At a recent session of the Legislative Yuan, legislators questioned water resources officials about siltation and demanded that emergency measures be implemented to remove it.

Water resource officials were recently reported in the local press as saying that the newly-formed Water Resources Agency is currently conducting two sediment dredging projects but the projects may not be completed fully due to a lack of funds.

According to the Water Resources Agency, digging out sediment during the dry season costs less than US$6/m3, while removing silt by dredging costs around US$15/m3. If the sediment is transferred to public dumps, operated by the Construction and Planning Administration, the cost would be US$29/m3.

Water resource officials say they have negotiated with the Environmental Protection Administration (EPA) to build two coastal stations where sediment could be dumped directly into the sea, at a cost of less than US$3/m3. The EPA is still evaluating the environmental impact of dumping at sea.
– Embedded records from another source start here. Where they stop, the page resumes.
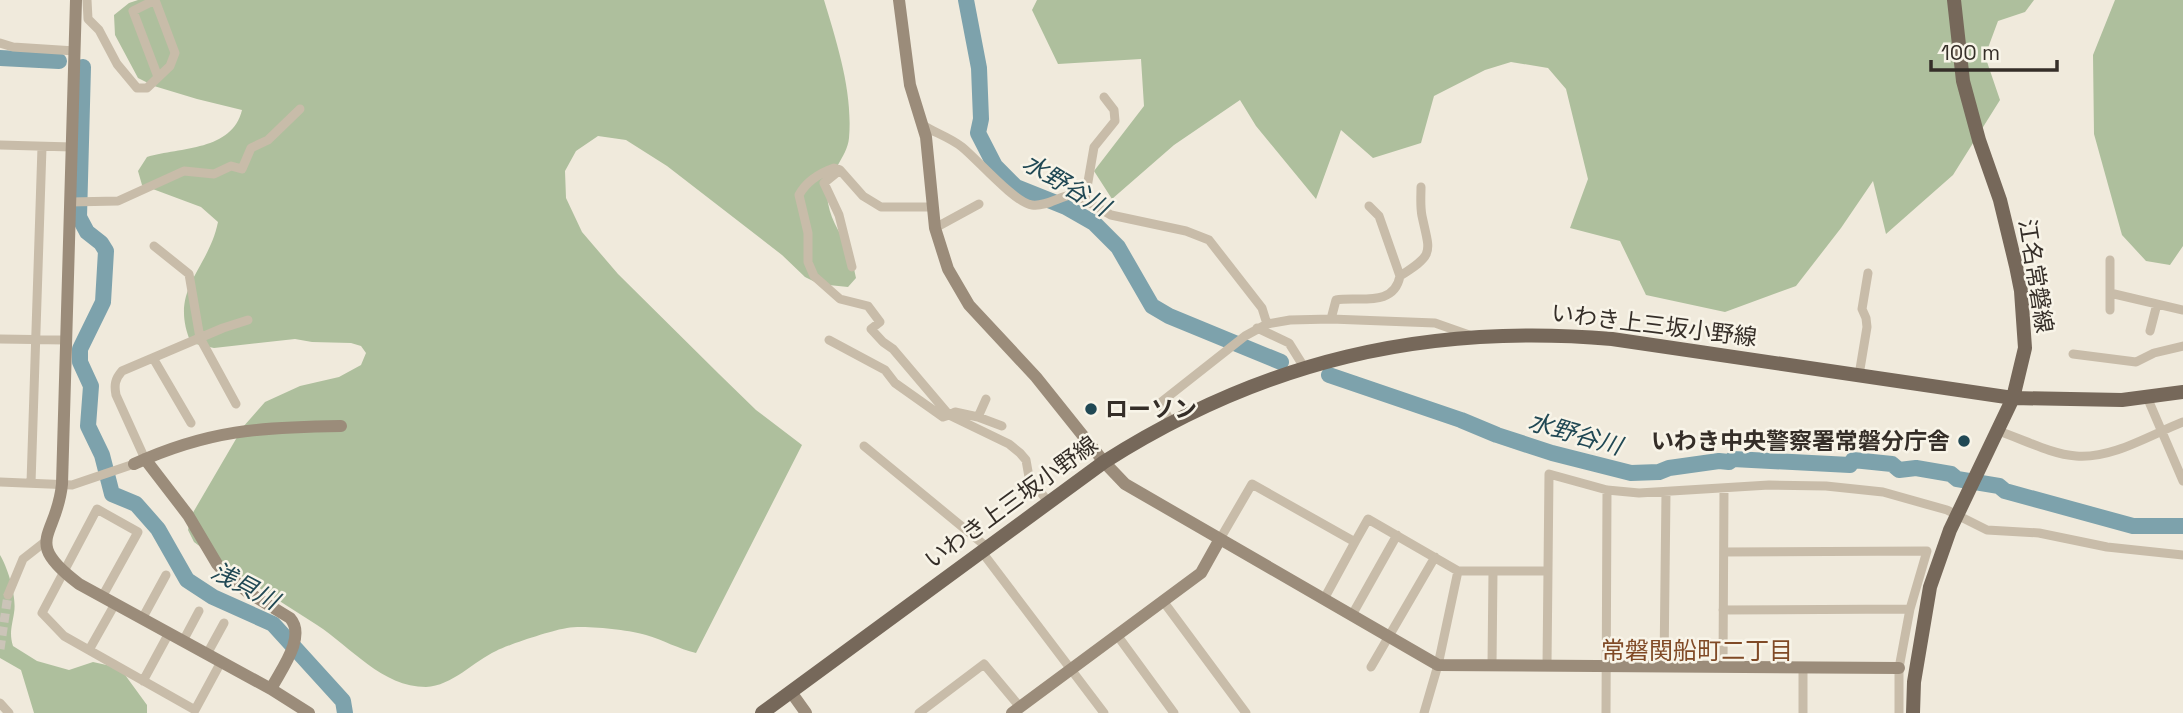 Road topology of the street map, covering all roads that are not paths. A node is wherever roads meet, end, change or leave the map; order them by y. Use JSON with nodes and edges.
{"nodes":[{"id":1,"x":76,"y":0,"type":"edge"},
{"id":2,"x":87,"y":0,"type":"edge"},
{"id":3,"x":899,"y":0,"type":"edge"},
{"id":4,"x":1954,"y":0,"type":"edge"},
{"id":5,"x":0,"y":43,"type":"edge"},
{"id":6,"x":75,"y":51,"type":"junction"},
{"id":7,"x":158,"y":77,"type":"junction"},
{"id":8,"x":1104,"y":97,"type":"dead end"},
{"id":9,"x":300,"y":108,"type":"dead end"},
{"id":10,"x":924,"y":126,"type":"junction"},
{"id":11,"x":0,"y":145,"type":"edge"},
{"id":12,"x":42,"y":147,"type":"junction"},
{"id":13,"x":72,"y":147,"type":"junction"},
{"id":14,"x":840,"y":170,"type":"junction"},
{"id":15,"x":1421,"y":187,"type":"dead end"},
{"id":16,"x":1085,"y":199,"type":"junction"},
{"id":17,"x":77,"y":202,"type":"junction"},
{"id":18,"x":979,"y":204,"type":"dead end"},
{"id":19,"x":1370,"y":206,"type":"dead end"},
{"id":20,"x":932,"y":207,"type":"junction"},
{"id":21,"x":935,"y":228,"type":"junction"},
{"id":22,"x":154,"y":246,"type":"dead end"},
{"id":23,"x":2110,"y":260,"type":"dead end"},
{"id":24,"x":852,"y":267,"type":"dead end"},
{"id":25,"x":1868,"y":274,"type":"dead end"},
{"id":26,"x":1400,"y":276,"type":"junction"},
{"id":27,"x":2110,"y":293,"type":"junction"},
{"id":28,"x":2157,"y":304,"type":"junction"},
{"id":29,"x":2110,"y":310,"type":"dead end"},
{"id":30,"x":2183,"y":310,"type":"edge"},
{"id":31,"x":1331,"y":319,"type":"junction"},
{"id":32,"x":248,"y":320,"type":"dead end"},
{"id":33,"x":1267,"y":324,"type":"junction"},
{"id":34,"x":1257,"y":328,"type":"junction"},
{"id":35,"x":2150,"y":331,"type":"dead end"},
{"id":36,"x":1474,"y":337,"type":"junction"},
{"id":37,"x":0,"y":338,"type":"edge"},
{"id":38,"x":200,"y":338,"type":"junction"},
{"id":39,"x":35,"y":339,"type":"junction"},
{"id":40,"x":65,"y":340,"type":"junction"},
{"id":41,"x":829,"y":340,"type":"dead end"},
{"id":42,"x":2183,"y":346,"type":"edge"},
{"id":43,"x":2073,"y":354,"type":"dead end"},
{"id":44,"x":153,"y":358,"type":"junction"},
{"id":45,"x":1304,"y":367,"type":"junction"},
{"id":46,"x":1859,"y":375,"type":"junction"},
{"id":47,"x":2183,"y":392,"type":"edge"},
{"id":48,"x":2147,"y":397,"type":"junction"},
{"id":49,"x":2014,"y":398,"type":"junction"},
{"id":50,"x":986,"y":399,"type":"dead end"},
{"id":51,"x":236,"y":404,"type":"dead end"},
{"id":52,"x":949,"y":415,"type":"junction"},
{"id":53,"x":978,"y":417,"type":"junction"},
{"id":54,"x":1171,"y":422,"type":"junction"},
{"id":55,"x":2183,"y":422,"type":"edge"},
{"id":56,"x":191,"y":423,"type":"dead end"},
{"id":57,"x":341,"y":426,"type":"dead end"},
{"id":58,"x":1002,"y":426,"type":"dead end"},
{"id":59,"x":2161,"y":430,"type":"junction"},
{"id":60,"x":1998,"y":431,"type":"junction"},
{"id":61,"x":864,"y":446,"type":"dead end"},
{"id":62,"x":140,"y":461,"type":"junction"},
{"id":63,"x":1104,"y":462,"type":"junction"},
{"id":64,"x":2183,"y":481,"type":"edge"},
{"id":65,"x":0,"y":482,"type":"edge"},
{"id":66,"x":31,"y":483,"type":"junction"},
{"id":67,"x":62,"y":484,"type":"junction"},
{"id":68,"x":1724,"y":489,"type":"junction"},
{"id":69,"x":1607,"y":490,"type":"junction"},
{"id":70,"x":1666,"y":492,"type":"junction"},
{"id":71,"x":1049,"y":503,"type":"junction"},
{"id":72,"x":1958,"y":515,"type":"junction"},
{"id":73,"x":1397,"y":535,"type":"junction"},
{"id":74,"x":1220,"y":539,"type":"junction"},
{"id":75,"x":46,"y":541,"type":"junction"},
{"id":76,"x":1355,"y":542,"type":"junction"},
{"id":77,"x":985,"y":550,"type":"junction"},
{"id":78,"x":1724,"y":552,"type":"junction"},
{"id":79,"x":2183,"y":555,"type":"edge"},
{"id":80,"x":1435,"y":557,"type":"junction"},
{"id":81,"x":1458,"y":571,"type":"junction"},
{"id":82,"x":1493,"y":571,"type":"junction"},
{"id":83,"x":1547,"y":571,"type":"junction"},
{"id":84,"x":63,"y":572,"type":"junction"},
{"id":85,"x":166,"y":575,"type":"dead end"},
{"id":86,"x":8,"y":595,"type":"tunnel mouth"},
{"id":87,"x":102,"y":597,"type":"junction"},
{"id":88,"x":1324,"y":599,"type":"junction"},
{"id":89,"x":1163,"y":601,"type":"junction"},
{"id":90,"x":115,"y":604,"type":"junction"},
{"id":91,"x":1910,"y":609,"type":"junction"},
{"id":92,"x":1723,"y":610,"type":"junction"},
{"id":93,"x":200,"y":611,"type":"dead end"},
{"id":94,"x":1352,"y":615,"type":"junction"},
{"id":95,"x":142,"y":619,"type":"junction"},
{"id":96,"x":224,"y":623,"type":"dead end"},
{"id":97,"x":169,"y":634,"type":"junction"},
{"id":98,"x":1117,"y":635,"type":"junction"},
{"id":99,"x":1389,"y":636,"type":"junction"},
{"id":100,"x":183,"y":641,"type":"junction"},
{"id":101,"x":89,"y":650,"type":"junction"},
{"id":102,"x":207,"y":654,"type":"junction"},
{"id":103,"x":221,"y":662,"type":"junction"},
{"id":104,"x":1438,"y":664,"type":"junction"},
{"id":105,"x":1492,"y":665,"type":"junction"},
{"id":106,"x":1547,"y":665,"type":"junction"},
{"id":107,"x":1606,"y":666,"type":"junction"},
{"id":108,"x":1371,"y":667,"type":"dead end"},
{"id":109,"x":1664,"y":667,"type":"junction"},
{"id":110,"x":1723,"y":667,"type":"junction"},
{"id":111,"x":1803,"y":668,"type":"junction"},
{"id":112,"x":1899,"y":668,"type":"junction"},
{"id":113,"x":1070,"y":669,"type":"junction"},
{"id":114,"x":143,"y":681,"type":"junction"},
{"id":115,"x":271,"y":689,"type":"junction"},
{"id":116,"x":791,"y":692,"type":"junction"},
{"id":117,"x":0,"y":703,"type":"edge"},
{"id":118,"x":1016,"y":710,"type":"edge"},
{"id":119,"x":9,"y":713,"type":"edge"},
{"id":120,"x":309,"y":713,"type":"edge"},
{"id":121,"x":762,"y":713,"type":"edge"},
{"id":122,"x":806,"y":713,"type":"edge"},
{"id":123,"x":919,"y":713,"type":"edge"},
{"id":124,"x":1104,"y":713,"type":"edge"},
{"id":125,"x":1174,"y":713,"type":"edge"},
{"id":126,"x":1246,"y":713,"type":"edge"},
{"id":127,"x":1424,"y":713,"type":"edge"},
{"id":128,"x":1606,"y":713,"type":"edge"},
{"id":129,"x":1803,"y":713,"type":"edge"},
{"id":130,"x":1899,"y":713,"type":"edge"},
{"id":131,"x":1913,"y":713,"type":"edge"}],
"edges":[{"from":1,"to":6,"type":"street"},
{"from":2,"to":7,"type":"street"},
{"from":3,"to":10,"type":"street"},
{"from":4,"to":49,"type":"main road","name":"江名常磐線"},
{"from":5,"to":6,"type":"street"},
{"from":6,"to":13,"type":"street"},
{"from":7,"to":7,"type":"street"},
{"from":8,"to":16,"type":"street"},
{"from":9,"to":17,"type":"street"},
{"from":10,"to":16,"type":"street"},
{"from":10,"to":20,"type":"street"},
{"from":11,"to":12,"type":"street"},
{"from":12,"to":13,"type":"street"},
{"from":12,"to":39,"type":"street"},
{"from":13,"to":17,"type":"street"},
{"from":14,"to":20,"type":"street"},
{"from":14,"to":24,"type":"street"},
{"from":14,"to":52,"type":"street"},
{"from":15,"to":26,"type":"street"},
{"from":16,"to":33,"type":"street"},
{"from":17,"to":40,"type":"street"},
{"from":18,"to":21,"type":"street"},
{"from":19,"to":26,"type":"street"},
{"from":20,"to":21,"type":"street"},
{"from":21,"to":63,"type":"street"},
{"from":22,"to":38,"type":"street"},
{"from":23,"to":27,"type":"street"},
{"from":25,"to":46,"type":"street"},
{"from":26,"to":31,"type":"street"},
{"from":27,"to":28,"type":"street"},
{"from":27,"to":29,"type":"street"},
{"from":28,"to":30,"type":"street"},
{"from":28,"to":35,"type":"street"},
{"from":31,"to":33,"type":"street"},
{"from":31,"to":36,"type":"street"},
{"from":32,"to":38,"type":"street"},
{"from":33,"to":34,"type":"street"},
{"from":34,"to":45,"type":"street"},
{"from":34,"to":54,"type":"street"},
{"from":36,"to":45,"type":"main road","name":"いわき上三坂小野線"},
{"from":36,"to":46,"type":"main road","name":"いわき上三坂小野線"},
{"from":37,"to":39,"type":"street"},
{"from":38,"to":44,"type":"street"},
{"from":38,"to":51,"type":"street"},
{"from":39,"to":40,"type":"street"},
{"from":39,"to":66,"type":"street"},
{"from":40,"to":67,"type":"street"},
{"from":41,"to":52,"type":"street"},
{"from":42,"to":43,"type":"street"},
{"from":44,"to":56,"type":"street"},
{"from":44,"to":62,"type":"street"},
{"from":45,"to":54,"type":"main road","name":"いわき上三坂小野線"},
{"from":46,"to":49,"type":"main road","name":"いわき上三坂小野線"},
{"from":47,"to":48,"type":"main road","name":"いわき上三坂小野線"},
{"from":48,"to":49,"type":"main road","name":"いわき上三坂小野線"},
{"from":48,"to":59,"type":"street"},
{"from":49,"to":60,"type":"main road","name":"江名常磐線"},
{"from":50,"to":53,"type":"street"},
{"from":52,"to":53,"type":"street"},
{"from":52,"to":71,"type":"street"},
{"from":53,"to":58,"type":"street"},
{"from":54,"to":63,"type":"main road","name":"いわき上三坂小野線"},
{"from":55,"to":59,"type":"street"},
{"from":57,"to":62,"type":"street"},
{"from":59,"to":60,"type":"street"},
{"from":59,"to":64,"type":"street"},
{"from":60,"to":72,"type":"main road","name":"江名常磐線"},
{"from":61,"to":77,"type":"street"},
{"from":62,"to":67,"type":"street"},
{"from":62,"to":115,"type":"street"},
{"from":63,"to":71,"type":"main road","name":"いわき上三坂小野線"},
{"from":63,"to":74,"type":"street"},
{"from":65,"to":66,"type":"street"},
{"from":66,"to":67,"type":"street"},
{"from":67,"to":75,"type":"street"},
{"from":68,"to":70,"type":"street"},
{"from":68,"to":72,"type":"street"},
{"from":68,"to":78,"type":"street"},
{"from":69,"to":70,"type":"street"},
{"from":69,"to":83,"type":"street"},
{"from":69,"to":107,"type":"street"},
{"from":70,"to":109,"type":"street"},
{"from":71,"to":77,"type":"main road","name":"いわき上三坂小野線"},
{"from":72,"to":79,"type":"street"},
{"from":72,"to":131,"type":"main road","name":"江名常磐線"},
{"from":73,"to":76,"type":"street"},
{"from":73,"to":80,"type":"street"},
{"from":73,"to":94,"type":"street"},
{"from":74,"to":76,"type":"street"},
{"from":74,"to":88,"type":"street"},
{"from":74,"to":89,"type":"street"},
{"from":75,"to":84,"type":"street"},
{"from":75,"to":86,"type":"street"},
{"from":76,"to":88,"type":"street"},
{"from":77,"to":113,"type":"street"},
{"from":77,"to":116,"type":"main road","name":"いわき上三坂小野線"},
{"from":78,"to":91,"type":"street"},
{"from":78,"to":92,"type":"street"},
{"from":80,"to":81,"type":"street"},
{"from":80,"to":99,"type":"street"},
{"from":81,"to":82,"type":"street"},
{"from":81,"to":104,"type":"street"},
{"from":82,"to":83,"type":"street"},
{"from":82,"to":105,"type":"street"},
{"from":83,"to":106,"type":"street"},
{"from":84,"to":87,"type":"street"},
{"from":84,"to":87,"type":"street"},
{"from":84,"to":101,"type":"street"},
{"from":85,"to":95,"type":"street"},
{"from":87,"to":90,"type":"street"},
{"from":88,"to":94,"type":"street"},
{"from":89,"to":98,"type":"street"},
{"from":89,"to":126,"type":"street"},
{"from":90,"to":95,"type":"street"},
{"from":90,"to":101,"type":"street"},
{"from":91,"to":92,"type":"street"},
{"from":91,"to":112,"type":"street"},
{"from":92,"to":110,"type":"street"},
{"from":93,"to":100,"type":"street"},
{"from":94,"to":99,"type":"street"},
{"from":95,"to":97,"type":"street"},
{"from":96,"to":102,"type":"street"},
{"from":97,"to":100,"type":"street"},
{"from":97,"to":114,"type":"street"},
{"from":98,"to":113,"type":"street"},
{"from":98,"to":125,"type":"street"},
{"from":99,"to":104,"type":"street"},
{"from":99,"to":108,"type":"street"},
{"from":100,"to":102,"type":"street"},
{"from":101,"to":114,"type":"street"},
{"from":102,"to":103,"type":"street"},
{"from":103,"to":114,"type":"street"},
{"from":103,"to":115,"type":"street"},
{"from":104,"to":105,"type":"street"},
{"from":104,"to":127,"type":"street"},
{"from":105,"to":106,"type":"street"},
{"from":106,"to":107,"type":"street"},
{"from":107,"to":109,"type":"street"},
{"from":107,"to":128,"type":"street"},
{"from":109,"to":110,"type":"street"},
{"from":110,"to":111,"type":"street"},
{"from":111,"to":112,"type":"street"},
{"from":111,"to":129,"type":"street"},
{"from":112,"to":130,"type":"street"},
{"from":113,"to":118,"type":"street"},
{"from":113,"to":124,"type":"street"},
{"from":115,"to":120,"type":"street"},
{"from":116,"to":121,"type":"main road","name":"いわき上三坂小野線"},
{"from":116,"to":122,"type":"street"},
{"from":117,"to":119,"type":"street"},
{"from":118,"to":123,"type":"street"}]}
One dam where siltation removal is underway is A Kung Ten reservoir in Kaohsiung county. Work started following severe flooding in the mid-1990s due to the silted reservoir’s inability to hold all the water flowing into the dam.

The reservoir, which is one of the biggest in southern Taiwan, originally had a storage capacity of 20.5Mm3 in 1952. The reservoir on absorbs 500,000m3 of silt a year. And currently less than 30% of the original storage is available.

An eight-year renovation project costing US$232.9M was started at the reservoir in 1998, aiming to remove 11.6Mm3 of sediment. Water resource officials say that, after the renovation, the capacity will be increased to 19.16Mm3 from the current 5.9Mm3.

Meanwhile, the government has recently announced the launch of a five-year project, costing US$58M that will involve the eventual removal of 6.28Mm3 of silt from 13 dams. Water resource officials are due to finalise strategies shortly to remove at least 1Mm3 of silt from six major dams by the end of this year.